In a paper published in the December 2011 issue of Experimental Biology and Medicine, a team of scientists at the University of Illinois, Urbana-Champaign led by Rex Gaskins, PhD have demonstrated that both microbial and host inflammatory factors modulate sulfomucin production in a human cell line, LS174T, that models intestinal goblet cells.
Sulfomucins, one of two primary types of acidomucins secreted by intestinal goblet cells, provide crucial protection to the intestinal mucosa. Therefore, it is not surprising that a loss of intestinal sulfomucins is associated with both inflammatory bowel disease (IBD) and colorectal cancer. However, the extent to which pathways involved in sulfomucin production are responsive to signals emanating directly from intestinal microbes or cues originating from host inflammatory cells is not known.
The research team at the University of Illinois compared the effects of bacterial flagellin to the mucogenic cytokine IL-13, and the proinflammatory cytokine TNF on expression of genes encoding the Golgi sulfotransferases involved in addition of sulfate groups to mucin precursors and sulfomucin production. They observed high induction of carbohydrate (N-acetyl-glucosamine 6-O) sulfotransferase 5 (CHST5) as early as 12 h after treatment with IL-13. Flagellin, IL-13 and TNF all, on the other hand, induced expression of the other sulfotransferase galactose-3-O-sulfotransferase 2 (GAL3ST2). The observed induction of sulfotransferases was consistent with increased sulfomucin production by LS174T cells in response to IL-13 and flagellin, indicating that sulfotransferases and sulfomucin synthesis can be differentially modulated by particular inflammatory signals.
Galactose-3-O-sulfotransferase 2 is thought to be the sulfotransferase responsible for sulfate addition to the C-3 position of galactose in human colonic mucins. On the other hand, CHST5 is the most likely candidate for sulfation of the C-6 position of N-acetylglucosamine.

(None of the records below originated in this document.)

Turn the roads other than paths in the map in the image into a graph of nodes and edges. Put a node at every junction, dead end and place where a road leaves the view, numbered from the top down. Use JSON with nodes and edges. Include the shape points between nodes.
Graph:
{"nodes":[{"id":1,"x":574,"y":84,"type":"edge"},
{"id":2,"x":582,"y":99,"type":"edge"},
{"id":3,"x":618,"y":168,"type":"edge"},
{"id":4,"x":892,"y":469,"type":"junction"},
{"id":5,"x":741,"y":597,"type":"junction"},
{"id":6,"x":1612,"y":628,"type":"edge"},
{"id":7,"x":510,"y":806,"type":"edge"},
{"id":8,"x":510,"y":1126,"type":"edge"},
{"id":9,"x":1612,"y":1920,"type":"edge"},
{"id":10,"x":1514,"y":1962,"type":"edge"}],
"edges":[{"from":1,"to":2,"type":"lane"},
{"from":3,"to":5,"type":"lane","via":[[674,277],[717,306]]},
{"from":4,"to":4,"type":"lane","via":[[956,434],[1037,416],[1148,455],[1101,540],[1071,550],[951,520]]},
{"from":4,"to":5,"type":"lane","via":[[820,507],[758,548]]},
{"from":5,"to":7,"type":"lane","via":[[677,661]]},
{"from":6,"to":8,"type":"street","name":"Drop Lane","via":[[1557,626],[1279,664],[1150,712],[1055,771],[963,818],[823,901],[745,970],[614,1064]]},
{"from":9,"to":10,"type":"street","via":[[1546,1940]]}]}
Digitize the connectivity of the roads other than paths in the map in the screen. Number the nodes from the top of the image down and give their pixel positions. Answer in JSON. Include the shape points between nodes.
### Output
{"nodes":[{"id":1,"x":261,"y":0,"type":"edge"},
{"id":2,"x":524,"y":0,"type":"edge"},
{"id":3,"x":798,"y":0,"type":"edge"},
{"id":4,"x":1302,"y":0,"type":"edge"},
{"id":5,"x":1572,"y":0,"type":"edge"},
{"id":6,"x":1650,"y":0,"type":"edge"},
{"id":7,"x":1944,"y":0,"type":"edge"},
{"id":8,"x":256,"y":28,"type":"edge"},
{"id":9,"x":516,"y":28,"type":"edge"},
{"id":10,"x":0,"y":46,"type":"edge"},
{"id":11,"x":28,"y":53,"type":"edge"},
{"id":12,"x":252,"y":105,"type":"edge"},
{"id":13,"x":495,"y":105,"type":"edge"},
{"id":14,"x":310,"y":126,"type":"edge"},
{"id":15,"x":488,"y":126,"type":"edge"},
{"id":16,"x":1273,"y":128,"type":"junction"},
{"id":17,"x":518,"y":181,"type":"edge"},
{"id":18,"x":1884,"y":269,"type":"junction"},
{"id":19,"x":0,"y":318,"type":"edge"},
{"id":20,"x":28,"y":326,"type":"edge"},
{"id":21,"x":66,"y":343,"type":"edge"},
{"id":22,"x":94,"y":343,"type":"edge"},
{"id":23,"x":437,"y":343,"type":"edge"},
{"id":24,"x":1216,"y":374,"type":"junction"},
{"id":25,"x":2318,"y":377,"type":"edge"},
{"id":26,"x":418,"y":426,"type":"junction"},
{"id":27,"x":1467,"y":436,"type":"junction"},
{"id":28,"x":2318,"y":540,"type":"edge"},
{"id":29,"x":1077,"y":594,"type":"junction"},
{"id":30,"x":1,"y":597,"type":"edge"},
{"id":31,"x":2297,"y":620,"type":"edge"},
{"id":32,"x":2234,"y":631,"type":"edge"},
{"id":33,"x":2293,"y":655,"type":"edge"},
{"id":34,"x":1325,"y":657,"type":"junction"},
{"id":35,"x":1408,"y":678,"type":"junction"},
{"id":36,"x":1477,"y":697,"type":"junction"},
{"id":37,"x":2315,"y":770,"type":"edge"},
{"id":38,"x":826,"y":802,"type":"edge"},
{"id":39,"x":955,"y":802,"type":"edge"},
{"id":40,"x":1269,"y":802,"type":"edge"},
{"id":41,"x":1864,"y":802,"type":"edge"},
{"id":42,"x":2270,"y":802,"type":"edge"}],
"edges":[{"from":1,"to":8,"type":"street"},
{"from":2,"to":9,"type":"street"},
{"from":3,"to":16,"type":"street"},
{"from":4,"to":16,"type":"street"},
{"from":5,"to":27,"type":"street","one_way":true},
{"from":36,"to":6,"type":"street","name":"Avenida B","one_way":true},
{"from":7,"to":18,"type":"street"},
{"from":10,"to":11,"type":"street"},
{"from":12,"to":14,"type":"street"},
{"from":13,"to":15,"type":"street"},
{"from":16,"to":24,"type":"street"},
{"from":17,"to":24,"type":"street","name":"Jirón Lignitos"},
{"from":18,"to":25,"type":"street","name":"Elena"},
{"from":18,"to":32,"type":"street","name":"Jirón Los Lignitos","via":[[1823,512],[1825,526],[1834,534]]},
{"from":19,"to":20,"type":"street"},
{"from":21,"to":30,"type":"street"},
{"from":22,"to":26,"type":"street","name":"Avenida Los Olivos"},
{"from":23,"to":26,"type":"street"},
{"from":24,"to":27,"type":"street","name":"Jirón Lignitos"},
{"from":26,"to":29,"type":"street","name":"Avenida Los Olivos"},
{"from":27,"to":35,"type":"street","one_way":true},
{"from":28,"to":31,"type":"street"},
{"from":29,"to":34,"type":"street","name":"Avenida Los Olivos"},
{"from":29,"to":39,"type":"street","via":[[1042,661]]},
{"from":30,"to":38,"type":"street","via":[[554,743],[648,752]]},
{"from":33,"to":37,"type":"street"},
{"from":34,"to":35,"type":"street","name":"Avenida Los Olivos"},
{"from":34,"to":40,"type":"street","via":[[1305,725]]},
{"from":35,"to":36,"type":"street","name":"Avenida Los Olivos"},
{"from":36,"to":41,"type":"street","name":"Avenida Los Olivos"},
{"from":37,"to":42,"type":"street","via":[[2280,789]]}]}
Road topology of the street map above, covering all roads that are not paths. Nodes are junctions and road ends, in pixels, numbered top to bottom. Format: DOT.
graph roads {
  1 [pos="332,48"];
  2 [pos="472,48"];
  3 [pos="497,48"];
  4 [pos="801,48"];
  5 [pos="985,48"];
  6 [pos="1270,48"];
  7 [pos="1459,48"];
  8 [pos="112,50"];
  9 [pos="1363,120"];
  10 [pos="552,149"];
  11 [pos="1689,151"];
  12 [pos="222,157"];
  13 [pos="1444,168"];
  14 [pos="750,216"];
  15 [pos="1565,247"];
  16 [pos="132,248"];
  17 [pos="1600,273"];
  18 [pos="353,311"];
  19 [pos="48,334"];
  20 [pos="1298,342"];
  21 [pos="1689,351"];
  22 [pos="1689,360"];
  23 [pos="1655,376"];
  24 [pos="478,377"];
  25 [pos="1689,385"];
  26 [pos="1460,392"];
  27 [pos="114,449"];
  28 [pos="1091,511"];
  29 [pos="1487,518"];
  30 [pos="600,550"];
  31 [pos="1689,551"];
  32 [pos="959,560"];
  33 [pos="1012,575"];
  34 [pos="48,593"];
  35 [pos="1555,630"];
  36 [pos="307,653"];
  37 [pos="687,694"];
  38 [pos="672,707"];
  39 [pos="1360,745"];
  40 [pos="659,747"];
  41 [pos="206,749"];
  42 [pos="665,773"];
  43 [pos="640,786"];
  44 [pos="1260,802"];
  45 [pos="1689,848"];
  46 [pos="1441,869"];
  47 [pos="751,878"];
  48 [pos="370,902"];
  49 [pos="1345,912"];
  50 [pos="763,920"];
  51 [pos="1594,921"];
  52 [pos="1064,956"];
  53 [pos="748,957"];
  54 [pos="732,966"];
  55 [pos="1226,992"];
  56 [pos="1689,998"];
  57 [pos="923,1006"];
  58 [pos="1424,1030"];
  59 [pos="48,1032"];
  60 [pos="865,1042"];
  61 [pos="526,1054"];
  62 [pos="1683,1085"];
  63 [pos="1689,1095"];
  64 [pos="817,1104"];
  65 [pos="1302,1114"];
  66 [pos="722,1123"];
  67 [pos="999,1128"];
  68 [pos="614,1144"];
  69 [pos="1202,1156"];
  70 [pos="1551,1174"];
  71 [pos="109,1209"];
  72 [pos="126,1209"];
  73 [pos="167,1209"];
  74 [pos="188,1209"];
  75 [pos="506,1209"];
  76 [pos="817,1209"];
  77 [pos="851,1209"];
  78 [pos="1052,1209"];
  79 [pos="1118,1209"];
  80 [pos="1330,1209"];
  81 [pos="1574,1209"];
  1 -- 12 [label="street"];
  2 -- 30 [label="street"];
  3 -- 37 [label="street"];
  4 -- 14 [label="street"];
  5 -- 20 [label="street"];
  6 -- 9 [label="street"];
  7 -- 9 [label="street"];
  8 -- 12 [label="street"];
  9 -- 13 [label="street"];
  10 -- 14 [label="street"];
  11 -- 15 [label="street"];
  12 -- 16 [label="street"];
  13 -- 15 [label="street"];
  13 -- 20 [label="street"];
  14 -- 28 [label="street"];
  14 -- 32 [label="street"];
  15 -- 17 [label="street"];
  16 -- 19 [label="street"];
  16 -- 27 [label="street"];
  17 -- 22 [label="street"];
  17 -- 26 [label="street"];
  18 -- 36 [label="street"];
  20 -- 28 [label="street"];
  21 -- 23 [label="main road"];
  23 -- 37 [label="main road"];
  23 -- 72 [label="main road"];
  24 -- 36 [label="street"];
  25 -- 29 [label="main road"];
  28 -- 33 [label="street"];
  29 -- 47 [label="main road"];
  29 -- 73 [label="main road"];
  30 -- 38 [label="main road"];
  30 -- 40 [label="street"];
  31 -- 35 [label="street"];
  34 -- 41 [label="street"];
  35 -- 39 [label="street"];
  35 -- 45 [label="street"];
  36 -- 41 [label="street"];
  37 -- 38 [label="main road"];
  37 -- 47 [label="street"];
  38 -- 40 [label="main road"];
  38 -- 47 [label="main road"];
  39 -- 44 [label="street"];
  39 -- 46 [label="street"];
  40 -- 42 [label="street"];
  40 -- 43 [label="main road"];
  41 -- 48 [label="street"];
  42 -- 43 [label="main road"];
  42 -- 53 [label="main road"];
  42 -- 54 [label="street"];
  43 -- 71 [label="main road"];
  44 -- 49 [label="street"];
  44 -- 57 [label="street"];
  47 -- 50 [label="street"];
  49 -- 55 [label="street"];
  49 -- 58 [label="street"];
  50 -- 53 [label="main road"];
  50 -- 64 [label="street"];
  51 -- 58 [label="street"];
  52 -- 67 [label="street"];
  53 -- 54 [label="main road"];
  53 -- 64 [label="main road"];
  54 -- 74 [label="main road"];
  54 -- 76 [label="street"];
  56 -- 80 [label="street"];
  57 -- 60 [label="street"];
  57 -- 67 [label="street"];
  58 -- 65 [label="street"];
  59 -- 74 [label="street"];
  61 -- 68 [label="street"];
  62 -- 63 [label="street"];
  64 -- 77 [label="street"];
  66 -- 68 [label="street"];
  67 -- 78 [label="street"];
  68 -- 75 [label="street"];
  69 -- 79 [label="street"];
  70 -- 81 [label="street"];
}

GAL3ST2 expression was enhanced in LS174T cells following treatment with flagellin, IL-13 and TNF, indicating that increased mucin sulfation at the C-3 position of galactose might be a common response to inflammatory stimuli.
Although cautious to point out that the present study derives from a well-differentiated, but transformed goblet cell line, Professor Gaskins said that "the data implicate biosynthesis of sulfomucins as a potential therapeutic target for the restoration of barrier function in chronic intestinal inflammatory disorders. Recent studies provide strong evidence that both ulcerative colitis (UC) and Crohn's disease (CD), the two primary types of IBD, result from multifactorial interactions among genetic, environmental and immunological factors that lead to a dysregulation of the innate immune response to the intestinal microbiota in genetically predisposed individuals."
The results with TNF are of particular interest because of its association with IBD and the alterations in mucin sulfation seen with active IBD. As IBD is characterized by dysregulated immune responsiveness, it may be that individuals with IBD fail to respond appropriately to TNF and, hence, fail to increase the production of sulfomucins. However, much additional work will be needed to better understand the mechanisms by which flagellin, IL-13, and TNF enhance expression of specific sulfotransferases and sulfomucin production.
Dr. Steve Goodman, Editor-in-Chief of Experimental Biology and Medicine said "Crohn's disease and ulcerative colitis (UC), the two primary types of inflammatory bowel disease (IBD), afflict 0.1-0.5% of individuals in Western countries with approximately 1 million Americans suffering from the disease at a cost of over $2 billion. This impressive study by Gaskins and colleagues identifies sulfomucins as potential targets for future therapies for chronic intestinal inflammatory disorders".